Seeing this, the reseller-angry and confused by the carrier’s apparent betrayal-accuses the carrier of conspiring to steal its customers. “PageNet and PageMart are attempting to steal our customer base and rebill them as they have with tens of thousands of other consumers in the past,” Nichols said in a written statement. “Every customer that can be converted onto PageNet’s or PageMart’s system represents $60 to $120 in additional annual revenues for the carriers-without the cost of marketing.”

But few buy the story, including other resellers. “If the guy would’ve paid his bills, they wouldn’t have had to steal anything,” said Gould.

But these same resellers point out that carriers are not exactly powerless in this situation. They could end this practice if they stopped giving airtime discounts based on the number of subscribers a reseller attracts and instead offered discounts based on the revenue generated from subscribers.
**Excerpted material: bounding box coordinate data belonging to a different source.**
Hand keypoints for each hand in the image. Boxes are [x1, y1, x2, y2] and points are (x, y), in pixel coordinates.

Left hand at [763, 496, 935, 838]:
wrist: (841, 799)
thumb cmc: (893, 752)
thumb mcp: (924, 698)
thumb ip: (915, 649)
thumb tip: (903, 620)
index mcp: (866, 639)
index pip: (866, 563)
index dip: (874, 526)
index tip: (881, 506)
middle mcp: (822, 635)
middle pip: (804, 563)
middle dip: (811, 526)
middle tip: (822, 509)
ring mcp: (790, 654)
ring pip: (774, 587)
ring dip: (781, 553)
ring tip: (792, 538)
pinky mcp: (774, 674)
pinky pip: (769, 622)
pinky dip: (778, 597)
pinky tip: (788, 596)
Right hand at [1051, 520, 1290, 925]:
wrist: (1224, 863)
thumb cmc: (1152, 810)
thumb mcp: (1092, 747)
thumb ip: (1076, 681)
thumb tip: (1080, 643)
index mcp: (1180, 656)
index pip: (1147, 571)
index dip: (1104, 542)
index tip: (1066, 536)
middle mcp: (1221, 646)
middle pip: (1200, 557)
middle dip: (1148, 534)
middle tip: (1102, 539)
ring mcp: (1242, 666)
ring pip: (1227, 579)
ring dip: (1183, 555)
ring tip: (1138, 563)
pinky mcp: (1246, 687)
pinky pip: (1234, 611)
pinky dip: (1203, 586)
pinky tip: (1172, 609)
Also, a carrier could allow a reseller to pay for a year or two of airtime up front, allowing the reseller to offer these multiyear plans to customers without the concern of reconciling that cost each month over several years. According to PageNet’s Baradell, the company’s legal department is currently determining how such prepaid contracts might be established, but said that it does not offer them yet.

In any case, resellers are unlikely to change on their own. It is the carrier that has the power to change things. “Carriers are the leader, and they have to change before resellers do,” said Ott from Affordable. `

Nichols maintains prepaid multiyear contracts could work-if carriers would just support it more, such as by letting resellers prepay their airtime bills. “For that model to work, you can’t be overbilled and can’t constantly be at odds with the carrier providing airtime,” he said. “When you take out these factors, it’s not a problem.” Nichols said he plans to sue both carriers.